What this task involves
The result should be every line in the material below containing the string "mouth".

"""

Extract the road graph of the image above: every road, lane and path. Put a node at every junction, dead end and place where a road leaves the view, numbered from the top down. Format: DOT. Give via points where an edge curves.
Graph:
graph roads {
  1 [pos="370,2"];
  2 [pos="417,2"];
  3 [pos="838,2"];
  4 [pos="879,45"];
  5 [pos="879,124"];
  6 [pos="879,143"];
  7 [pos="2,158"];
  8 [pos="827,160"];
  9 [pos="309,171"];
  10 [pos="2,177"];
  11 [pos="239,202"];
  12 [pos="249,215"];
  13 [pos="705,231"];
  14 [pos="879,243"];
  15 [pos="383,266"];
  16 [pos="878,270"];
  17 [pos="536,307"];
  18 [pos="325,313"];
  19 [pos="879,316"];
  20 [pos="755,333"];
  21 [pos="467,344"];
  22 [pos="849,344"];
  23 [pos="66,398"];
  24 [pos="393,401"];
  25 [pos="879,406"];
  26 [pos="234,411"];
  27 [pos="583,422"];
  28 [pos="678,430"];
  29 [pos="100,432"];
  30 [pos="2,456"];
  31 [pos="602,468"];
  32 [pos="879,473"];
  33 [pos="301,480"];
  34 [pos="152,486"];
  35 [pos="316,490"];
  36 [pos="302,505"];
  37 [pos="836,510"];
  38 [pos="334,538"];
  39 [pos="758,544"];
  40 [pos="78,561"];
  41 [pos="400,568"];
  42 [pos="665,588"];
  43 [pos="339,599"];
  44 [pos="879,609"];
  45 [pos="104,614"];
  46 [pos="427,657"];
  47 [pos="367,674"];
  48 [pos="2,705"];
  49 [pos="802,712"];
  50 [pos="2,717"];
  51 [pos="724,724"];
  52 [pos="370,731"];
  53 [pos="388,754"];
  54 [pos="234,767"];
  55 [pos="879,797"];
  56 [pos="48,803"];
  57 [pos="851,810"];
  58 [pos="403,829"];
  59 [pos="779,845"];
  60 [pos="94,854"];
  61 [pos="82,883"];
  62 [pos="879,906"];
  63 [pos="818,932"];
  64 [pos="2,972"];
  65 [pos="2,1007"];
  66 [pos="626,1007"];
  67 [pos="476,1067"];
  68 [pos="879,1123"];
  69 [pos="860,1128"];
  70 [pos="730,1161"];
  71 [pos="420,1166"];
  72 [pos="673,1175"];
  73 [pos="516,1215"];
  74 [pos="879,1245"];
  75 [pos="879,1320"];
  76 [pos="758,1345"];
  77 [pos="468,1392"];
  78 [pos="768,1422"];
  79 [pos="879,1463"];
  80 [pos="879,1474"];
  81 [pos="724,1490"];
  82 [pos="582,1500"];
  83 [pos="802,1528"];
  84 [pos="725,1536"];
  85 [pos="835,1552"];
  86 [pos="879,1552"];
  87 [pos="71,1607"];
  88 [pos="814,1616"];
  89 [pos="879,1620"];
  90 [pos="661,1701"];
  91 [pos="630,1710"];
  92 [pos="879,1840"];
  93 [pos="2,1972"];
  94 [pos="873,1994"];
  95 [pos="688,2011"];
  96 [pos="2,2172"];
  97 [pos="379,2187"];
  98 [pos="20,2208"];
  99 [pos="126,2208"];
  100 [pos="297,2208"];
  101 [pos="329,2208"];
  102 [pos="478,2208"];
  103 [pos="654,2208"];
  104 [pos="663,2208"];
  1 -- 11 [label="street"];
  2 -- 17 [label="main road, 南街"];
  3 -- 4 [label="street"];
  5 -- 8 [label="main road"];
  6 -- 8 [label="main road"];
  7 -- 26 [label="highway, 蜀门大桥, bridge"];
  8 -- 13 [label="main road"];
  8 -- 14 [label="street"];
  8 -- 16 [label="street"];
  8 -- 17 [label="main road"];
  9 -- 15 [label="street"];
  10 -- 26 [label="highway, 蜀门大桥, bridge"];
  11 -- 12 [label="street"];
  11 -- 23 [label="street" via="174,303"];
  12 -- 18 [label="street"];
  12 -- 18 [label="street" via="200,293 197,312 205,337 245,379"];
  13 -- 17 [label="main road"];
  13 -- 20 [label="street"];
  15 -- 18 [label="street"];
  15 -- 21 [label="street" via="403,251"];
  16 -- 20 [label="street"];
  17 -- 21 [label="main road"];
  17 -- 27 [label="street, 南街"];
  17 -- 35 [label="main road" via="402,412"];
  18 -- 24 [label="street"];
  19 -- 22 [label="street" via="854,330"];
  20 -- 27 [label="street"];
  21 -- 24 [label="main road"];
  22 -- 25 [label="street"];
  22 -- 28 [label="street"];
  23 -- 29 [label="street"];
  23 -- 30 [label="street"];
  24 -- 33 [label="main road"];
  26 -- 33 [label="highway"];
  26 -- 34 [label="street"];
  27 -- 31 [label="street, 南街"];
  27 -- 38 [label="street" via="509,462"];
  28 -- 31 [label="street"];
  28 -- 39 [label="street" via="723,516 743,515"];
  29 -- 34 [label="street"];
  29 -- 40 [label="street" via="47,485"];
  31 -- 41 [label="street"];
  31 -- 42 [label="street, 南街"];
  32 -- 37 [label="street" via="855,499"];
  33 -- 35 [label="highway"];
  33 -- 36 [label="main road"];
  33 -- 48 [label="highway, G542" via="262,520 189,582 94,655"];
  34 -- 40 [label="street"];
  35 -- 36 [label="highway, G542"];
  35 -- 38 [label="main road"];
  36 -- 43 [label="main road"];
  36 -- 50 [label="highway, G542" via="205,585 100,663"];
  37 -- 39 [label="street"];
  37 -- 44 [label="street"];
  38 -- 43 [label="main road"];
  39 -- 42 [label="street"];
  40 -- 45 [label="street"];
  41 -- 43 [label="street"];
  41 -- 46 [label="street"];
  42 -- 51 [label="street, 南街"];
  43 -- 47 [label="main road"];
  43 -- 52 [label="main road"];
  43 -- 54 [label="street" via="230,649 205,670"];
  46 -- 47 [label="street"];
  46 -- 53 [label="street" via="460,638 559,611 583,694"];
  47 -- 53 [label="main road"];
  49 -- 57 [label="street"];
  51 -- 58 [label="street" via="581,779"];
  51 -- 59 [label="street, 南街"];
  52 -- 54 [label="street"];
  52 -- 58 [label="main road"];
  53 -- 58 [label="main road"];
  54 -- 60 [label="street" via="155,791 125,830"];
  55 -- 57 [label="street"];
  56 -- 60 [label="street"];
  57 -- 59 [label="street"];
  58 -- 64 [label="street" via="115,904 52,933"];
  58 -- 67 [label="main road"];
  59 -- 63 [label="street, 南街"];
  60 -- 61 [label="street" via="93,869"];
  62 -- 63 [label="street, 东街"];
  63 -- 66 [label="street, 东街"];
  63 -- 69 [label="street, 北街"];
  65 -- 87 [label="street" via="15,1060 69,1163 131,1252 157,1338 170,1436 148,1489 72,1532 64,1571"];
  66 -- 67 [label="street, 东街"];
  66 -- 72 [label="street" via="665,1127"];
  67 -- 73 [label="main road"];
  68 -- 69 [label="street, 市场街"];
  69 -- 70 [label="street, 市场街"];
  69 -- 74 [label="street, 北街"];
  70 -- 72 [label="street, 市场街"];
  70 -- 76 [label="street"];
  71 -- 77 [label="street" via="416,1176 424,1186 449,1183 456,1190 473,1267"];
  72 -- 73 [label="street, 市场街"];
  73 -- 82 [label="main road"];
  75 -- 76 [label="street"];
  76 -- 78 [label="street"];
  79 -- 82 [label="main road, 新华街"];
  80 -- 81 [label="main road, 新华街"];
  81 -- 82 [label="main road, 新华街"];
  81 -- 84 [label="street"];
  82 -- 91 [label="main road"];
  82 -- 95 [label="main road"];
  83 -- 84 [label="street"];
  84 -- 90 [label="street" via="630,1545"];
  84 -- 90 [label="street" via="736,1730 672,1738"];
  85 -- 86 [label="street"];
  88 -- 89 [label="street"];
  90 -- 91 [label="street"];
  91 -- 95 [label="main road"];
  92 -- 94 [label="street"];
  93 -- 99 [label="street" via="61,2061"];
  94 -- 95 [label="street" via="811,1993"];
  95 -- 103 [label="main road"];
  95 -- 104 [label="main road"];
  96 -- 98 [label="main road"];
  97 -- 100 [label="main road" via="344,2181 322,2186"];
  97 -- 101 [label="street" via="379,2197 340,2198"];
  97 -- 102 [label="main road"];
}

"""
"""

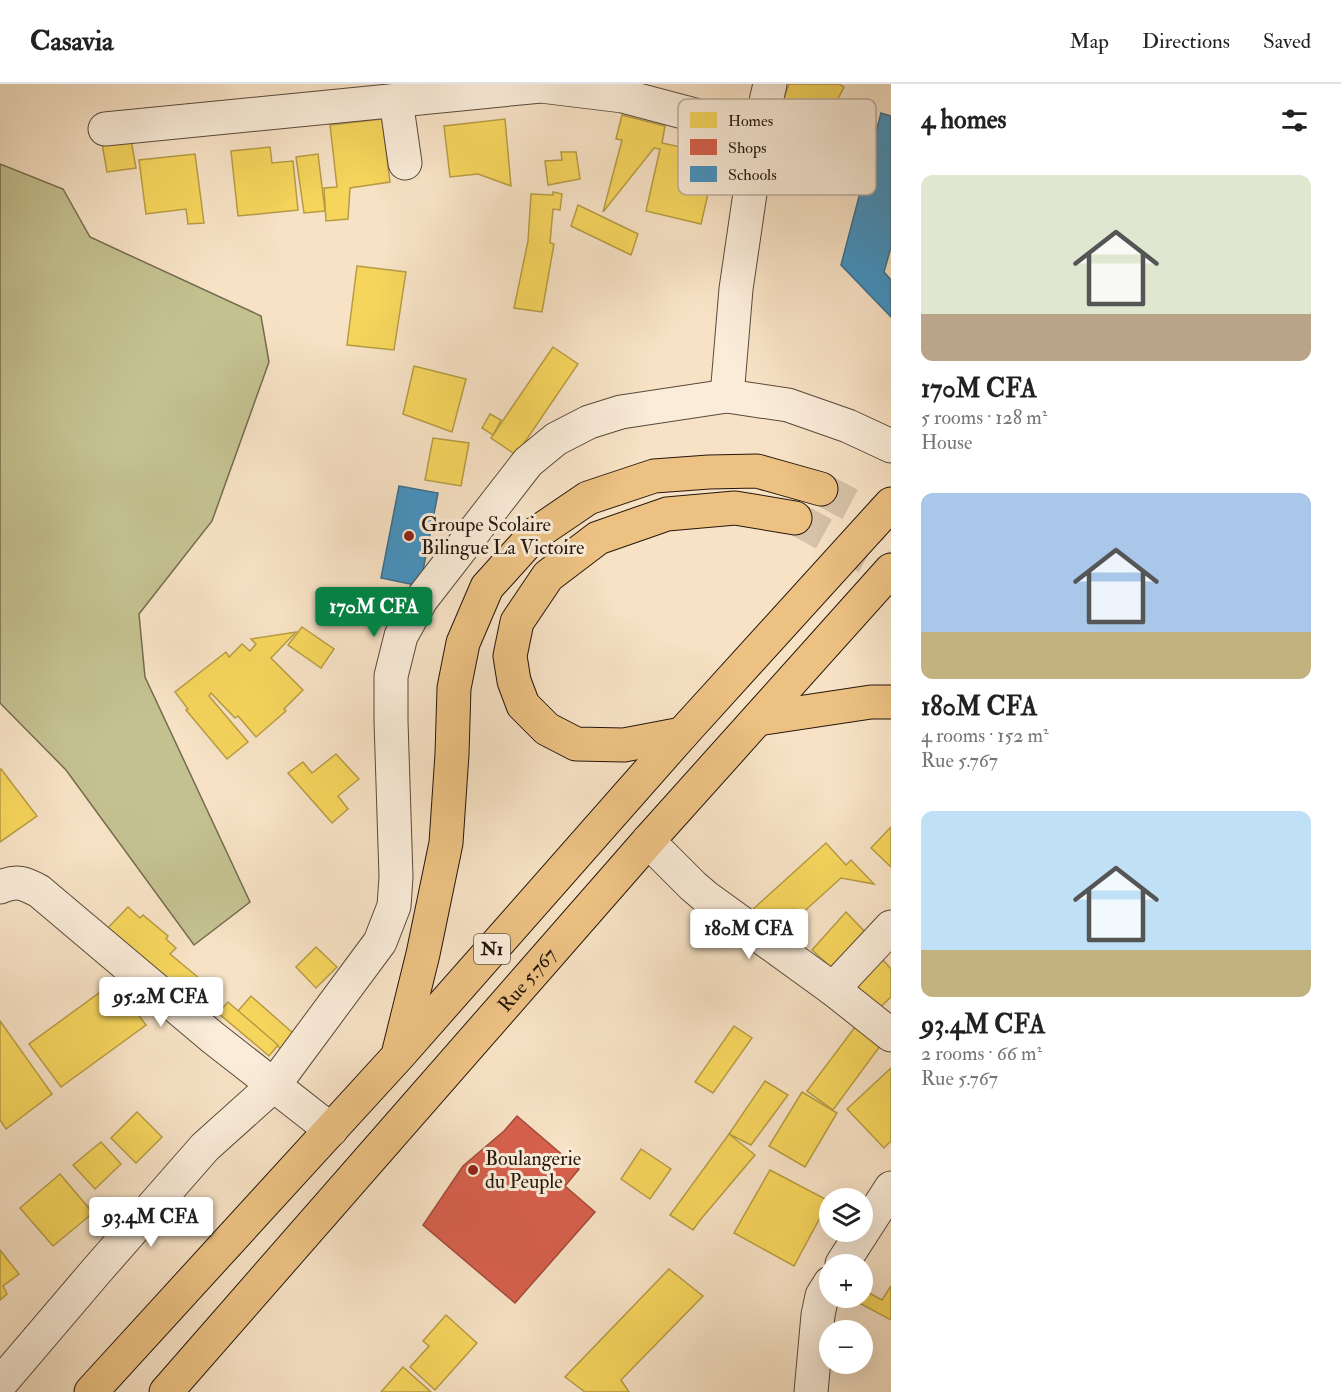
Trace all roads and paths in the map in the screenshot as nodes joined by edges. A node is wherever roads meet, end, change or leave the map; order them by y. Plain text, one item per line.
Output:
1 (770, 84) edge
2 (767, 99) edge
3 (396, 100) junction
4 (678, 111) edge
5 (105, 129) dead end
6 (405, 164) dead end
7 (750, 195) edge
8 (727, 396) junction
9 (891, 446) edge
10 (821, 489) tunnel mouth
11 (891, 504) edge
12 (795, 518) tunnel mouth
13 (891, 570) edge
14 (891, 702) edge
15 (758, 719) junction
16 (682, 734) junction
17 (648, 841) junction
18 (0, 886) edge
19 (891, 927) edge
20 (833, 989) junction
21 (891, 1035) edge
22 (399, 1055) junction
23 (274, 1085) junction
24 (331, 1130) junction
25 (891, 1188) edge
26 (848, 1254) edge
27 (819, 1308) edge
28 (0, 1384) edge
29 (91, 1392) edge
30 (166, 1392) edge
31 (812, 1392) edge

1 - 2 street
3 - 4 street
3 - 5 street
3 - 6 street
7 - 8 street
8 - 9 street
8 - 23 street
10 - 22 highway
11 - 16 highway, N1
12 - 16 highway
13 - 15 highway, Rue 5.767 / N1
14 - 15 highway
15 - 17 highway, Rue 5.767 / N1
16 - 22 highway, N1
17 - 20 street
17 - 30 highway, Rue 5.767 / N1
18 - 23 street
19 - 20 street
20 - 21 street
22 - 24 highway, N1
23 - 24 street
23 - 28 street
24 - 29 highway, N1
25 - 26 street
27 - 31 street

"""

Written response
10 (821, 489) tunnel mouth
12 (795, 518) tunnel mouth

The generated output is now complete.